Quantum Field Theory of the Electromagnetic Force

The history of physics from ancient times to the modern day, focusing on light and matter. The first quantum field theory to be developed was known as quantum electrodynamics (QED). QED combines quantum mechanics with special relativity in order to describe how the electromagnetic force is carried by photons.

Last updated on 5th June 2017 by Dr Helen Klus

1. The electromagnetic force

Quantum electrodynamics (QED) was the first quantum field theory to be discovered. QED describes the electromagnetic field, which is related to the electromagnetic force, the force that conveys electric charge. All charged particles, including protons and electrons, interact via the electromagnetic force.

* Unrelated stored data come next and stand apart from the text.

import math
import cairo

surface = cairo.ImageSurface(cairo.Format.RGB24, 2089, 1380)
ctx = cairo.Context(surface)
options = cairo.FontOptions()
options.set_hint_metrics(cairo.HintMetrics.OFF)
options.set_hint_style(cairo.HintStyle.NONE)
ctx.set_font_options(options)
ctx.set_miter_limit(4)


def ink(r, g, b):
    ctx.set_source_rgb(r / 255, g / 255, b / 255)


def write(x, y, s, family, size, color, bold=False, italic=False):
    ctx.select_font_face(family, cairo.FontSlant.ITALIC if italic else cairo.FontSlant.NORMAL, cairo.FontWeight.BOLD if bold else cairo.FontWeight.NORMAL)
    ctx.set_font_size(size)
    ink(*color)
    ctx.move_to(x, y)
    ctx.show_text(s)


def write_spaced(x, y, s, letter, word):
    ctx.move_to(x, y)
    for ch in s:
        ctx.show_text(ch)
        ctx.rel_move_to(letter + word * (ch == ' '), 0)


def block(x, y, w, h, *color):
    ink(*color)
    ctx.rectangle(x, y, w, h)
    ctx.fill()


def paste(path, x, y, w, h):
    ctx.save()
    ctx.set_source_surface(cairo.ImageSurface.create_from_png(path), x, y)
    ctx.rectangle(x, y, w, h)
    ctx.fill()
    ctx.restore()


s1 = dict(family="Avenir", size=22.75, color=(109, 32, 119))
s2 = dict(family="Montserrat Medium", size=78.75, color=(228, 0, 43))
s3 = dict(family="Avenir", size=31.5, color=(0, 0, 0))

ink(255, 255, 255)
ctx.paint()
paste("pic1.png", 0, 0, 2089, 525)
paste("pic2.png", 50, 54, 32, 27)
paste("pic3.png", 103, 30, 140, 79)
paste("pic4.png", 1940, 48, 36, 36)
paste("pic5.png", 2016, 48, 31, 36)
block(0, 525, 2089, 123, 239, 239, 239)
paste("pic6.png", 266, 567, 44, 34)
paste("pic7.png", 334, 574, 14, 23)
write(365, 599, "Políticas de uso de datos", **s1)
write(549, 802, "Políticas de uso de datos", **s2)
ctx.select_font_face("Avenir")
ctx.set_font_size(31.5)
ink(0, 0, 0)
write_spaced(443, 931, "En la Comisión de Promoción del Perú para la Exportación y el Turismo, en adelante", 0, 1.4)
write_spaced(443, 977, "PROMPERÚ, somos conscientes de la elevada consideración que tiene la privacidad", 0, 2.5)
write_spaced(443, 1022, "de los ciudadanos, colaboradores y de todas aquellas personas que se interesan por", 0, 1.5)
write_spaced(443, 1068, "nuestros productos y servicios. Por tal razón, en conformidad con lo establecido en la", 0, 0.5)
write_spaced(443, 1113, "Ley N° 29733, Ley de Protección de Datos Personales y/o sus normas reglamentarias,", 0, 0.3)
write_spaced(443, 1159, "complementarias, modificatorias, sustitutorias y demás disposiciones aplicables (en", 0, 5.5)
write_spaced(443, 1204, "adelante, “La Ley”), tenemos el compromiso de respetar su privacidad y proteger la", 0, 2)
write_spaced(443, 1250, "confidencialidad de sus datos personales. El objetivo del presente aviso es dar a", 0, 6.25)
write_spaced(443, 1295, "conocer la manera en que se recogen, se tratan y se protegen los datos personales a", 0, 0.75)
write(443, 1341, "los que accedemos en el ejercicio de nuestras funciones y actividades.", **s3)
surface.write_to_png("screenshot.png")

The electromagnetic force is about 1039 (10,000, billion, billion, billion, billion) times stronger than the force of gravity, but it doesn't affect large objects very often. This is because most things have charges that cancel each other out, making them neutral, whereas gravity always affects everything with mass[1].

2. Quantum electrodynamics (QED)

2.1 Paul Dirac and antimatter

British physicist Paul Dirac coined the term 'quantum electrodynamics' in 1927, when he provided a quantum theory of the electromagnetic field that explained how an atom can decay to a lower, and therefore less energetic, state and still follow the laws of energy conservation[2].

Dirac showed that the atom does this by emitting the excess energy in the form of a photon. He did this by treating the electromagnetic field as if it is a gas made up of photons, which act as harmonic oscillators.

Within a year, Dirac published his relativistic theory of the electron, which combined quantum mechanics with German-Swiss-American physicist Albert Einstein's theory of special relativity[3]. This showed that the electron has a spin of +1/2 or -1/2 and predicted, not only the existence of the antielectron - an electron with a negative energy, and therefore an opposite spin and charge - but that all particles have corresponding antimatter partners.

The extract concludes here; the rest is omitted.